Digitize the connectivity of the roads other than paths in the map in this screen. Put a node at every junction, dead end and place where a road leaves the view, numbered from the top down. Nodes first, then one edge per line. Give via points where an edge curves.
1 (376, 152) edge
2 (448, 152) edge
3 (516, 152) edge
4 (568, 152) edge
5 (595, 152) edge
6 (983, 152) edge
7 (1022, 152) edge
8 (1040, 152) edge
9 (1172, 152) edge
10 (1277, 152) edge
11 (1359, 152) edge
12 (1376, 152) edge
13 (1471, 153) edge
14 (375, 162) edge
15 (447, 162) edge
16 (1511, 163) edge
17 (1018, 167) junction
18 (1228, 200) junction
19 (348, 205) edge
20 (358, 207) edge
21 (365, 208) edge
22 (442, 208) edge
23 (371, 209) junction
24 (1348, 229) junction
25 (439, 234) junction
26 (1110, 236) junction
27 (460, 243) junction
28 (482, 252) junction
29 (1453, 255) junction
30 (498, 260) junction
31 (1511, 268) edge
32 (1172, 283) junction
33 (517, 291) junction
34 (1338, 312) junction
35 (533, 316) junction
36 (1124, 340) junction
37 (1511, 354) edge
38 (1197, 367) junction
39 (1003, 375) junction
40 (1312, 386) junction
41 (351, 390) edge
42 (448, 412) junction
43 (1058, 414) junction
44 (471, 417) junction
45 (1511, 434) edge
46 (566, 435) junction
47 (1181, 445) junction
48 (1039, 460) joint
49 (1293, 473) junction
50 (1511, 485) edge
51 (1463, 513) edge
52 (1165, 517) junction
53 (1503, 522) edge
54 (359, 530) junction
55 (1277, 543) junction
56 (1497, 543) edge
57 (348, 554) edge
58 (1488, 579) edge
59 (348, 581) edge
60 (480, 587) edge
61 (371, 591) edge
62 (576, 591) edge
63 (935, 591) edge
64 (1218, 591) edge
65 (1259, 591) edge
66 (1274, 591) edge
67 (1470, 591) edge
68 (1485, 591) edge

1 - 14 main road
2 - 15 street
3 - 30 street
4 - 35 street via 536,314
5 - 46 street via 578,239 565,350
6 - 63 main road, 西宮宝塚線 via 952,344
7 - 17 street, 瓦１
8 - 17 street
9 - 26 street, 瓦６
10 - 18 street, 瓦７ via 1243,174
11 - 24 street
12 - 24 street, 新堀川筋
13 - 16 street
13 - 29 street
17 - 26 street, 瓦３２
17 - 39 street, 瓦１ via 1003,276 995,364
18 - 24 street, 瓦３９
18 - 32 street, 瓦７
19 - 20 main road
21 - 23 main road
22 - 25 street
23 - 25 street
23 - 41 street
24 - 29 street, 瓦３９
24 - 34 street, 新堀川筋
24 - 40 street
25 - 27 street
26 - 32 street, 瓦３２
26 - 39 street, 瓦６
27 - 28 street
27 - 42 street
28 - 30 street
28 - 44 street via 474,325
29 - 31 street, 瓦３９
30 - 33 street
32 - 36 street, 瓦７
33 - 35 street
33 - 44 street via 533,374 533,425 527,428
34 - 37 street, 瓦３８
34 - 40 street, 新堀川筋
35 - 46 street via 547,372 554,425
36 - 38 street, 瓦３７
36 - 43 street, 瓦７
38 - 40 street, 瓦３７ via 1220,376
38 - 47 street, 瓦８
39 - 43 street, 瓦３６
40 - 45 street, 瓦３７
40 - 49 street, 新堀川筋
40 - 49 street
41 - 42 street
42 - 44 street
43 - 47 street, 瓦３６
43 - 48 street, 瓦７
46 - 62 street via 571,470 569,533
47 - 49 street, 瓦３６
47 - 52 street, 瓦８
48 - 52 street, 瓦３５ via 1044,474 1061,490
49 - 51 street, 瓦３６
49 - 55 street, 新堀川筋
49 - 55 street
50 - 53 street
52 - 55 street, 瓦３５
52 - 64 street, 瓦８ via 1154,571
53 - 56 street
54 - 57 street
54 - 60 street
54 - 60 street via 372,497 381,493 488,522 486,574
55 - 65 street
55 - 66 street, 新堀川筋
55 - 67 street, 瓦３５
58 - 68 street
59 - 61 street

★ ★ ★ ★

_PROBLEM TO SOLVE_. A word-for-word restatement of every record above is expected.

_RESPONSE TO THE EXERCISE_.
Digitize the connectivity of the roads other than paths in the map in this screen. Put a node at every junction, dead end and place where a road leaves the view, numbered from the top down. Nodes first, then one edge per line. Give via points where an edge curves.
1 (376, 152) edge
2 (448, 152) edge
3 (516, 152) edge
4 (568, 152) edge
5 (595, 152) edge
6 (983, 152) edge
7 (1022, 152) edge
8 (1040, 152) edge
9 (1172, 152) edge
10 (1277, 152) edge
11 (1359, 152) edge
12 (1376, 152) edge
13 (1471, 153) edge
14 (375, 162) edge
15 (447, 162) edge
16 (1511, 163) edge
17 (1018, 167) junction
18 (1228, 200) junction
19 (348, 205) edge
20 (358, 207) edge
21 (365, 208) edge
22 (442, 208) edge
23 (371, 209) junction
24 (1348, 229) junction
25 (439, 234) junction
26 (1110, 236) junction
27 (460, 243) junction
28 (482, 252) junction
29 (1453, 255) junction
30 (498, 260) junction
31 (1511, 268) edge
32 (1172, 283) junction
33 (517, 291) junction
34 (1338, 312) junction
35 (533, 316) junction
36 (1124, 340) junction
37 (1511, 354) edge
38 (1197, 367) junction
39 (1003, 375) junction
40 (1312, 386) junction
41 (351, 390) edge
42 (448, 412) junction
43 (1058, 414) junction
44 (471, 417) junction
45 (1511, 434) edge
46 (566, 435) junction
47 (1181, 445) junction
48 (1039, 460) joint
49 (1293, 473) junction
50 (1511, 485) edge
51 (1463, 513) edge
52 (1165, 517) junction
53 (1503, 522) edge
54 (359, 530) junction
55 (1277, 543) junction
56 (1497, 543) edge
57 (348, 554) edge
58 (1488, 579) edge
59 (348, 581) edge
60 (480, 587) edge
61 (371, 591) edge
62 (576, 591) edge
63 (935, 591) edge
64 (1218, 591) edge
65 (1259, 591) edge
66 (1274, 591) edge
67 (1470, 591) edge
68 (1485, 591) edge

1 - 14 main road
2 - 15 street
3 - 30 street
4 - 35 street via 536,314
5 - 46 street via 578,239 565,350
6 - 63 main road, 西宮宝塚線 via 952,344
7 - 17 street, 瓦１
8 - 17 street
9 - 26 street, 瓦６
10 - 18 street, 瓦７ via 1243,174
11 - 24 street
12 - 24 street, 新堀川筋
13 - 16 street
13 - 29 street
17 - 26 street, 瓦３２
17 - 39 street, 瓦１ via 1003,276 995,364
18 - 24 street, 瓦３９
18 - 32 street, 瓦７
19 - 20 main road
21 - 23 main road
22 - 25 street
23 - 25 street
23 - 41 street
24 - 29 street, 瓦３９
24 - 34 street, 新堀川筋
24 - 40 street
25 - 27 street
26 - 32 street, 瓦３２
26 - 39 street, 瓦６
27 - 28 street
27 - 42 street
28 - 30 street
28 - 44 street via 474,325
29 - 31 street, 瓦３９
30 - 33 street
32 - 36 street, 瓦７
33 - 35 street
33 - 44 street via 533,374 533,425 527,428
34 - 37 street, 瓦３８
34 - 40 street, 新堀川筋
35 - 46 street via 547,372 554,425
36 - 38 street, 瓦３７
36 - 43 street, 瓦７
38 - 40 street, 瓦３７ via 1220,376
38 - 47 street, 瓦８
39 - 43 street, 瓦３６
40 - 45 street, 瓦３７
40 - 49 street, 新堀川筋
40 - 49 street
41 - 42 street
42 - 44 street
43 - 47 street, 瓦３６
43 - 48 street, 瓦７
46 - 62 street via 571,470 569,533
47 - 49 street, 瓦３６
47 - 52 street, 瓦８
48 - 52 street, 瓦３５ via 1044,474 1061,490
49 - 51 street, 瓦３６
49 - 55 street, 新堀川筋
49 - 55 street
50 - 53 street
52 - 55 street, 瓦３５
52 - 64 street, 瓦８ via 1154,571
53 - 56 street
54 - 57 street
54 - 60 street
54 - 60 street via 372,497 381,493 488,522 486,574
55 - 65 street
55 - 66 street, 新堀川筋
55 - 67 street, 瓦３５
58 - 68 street
59 - 61 street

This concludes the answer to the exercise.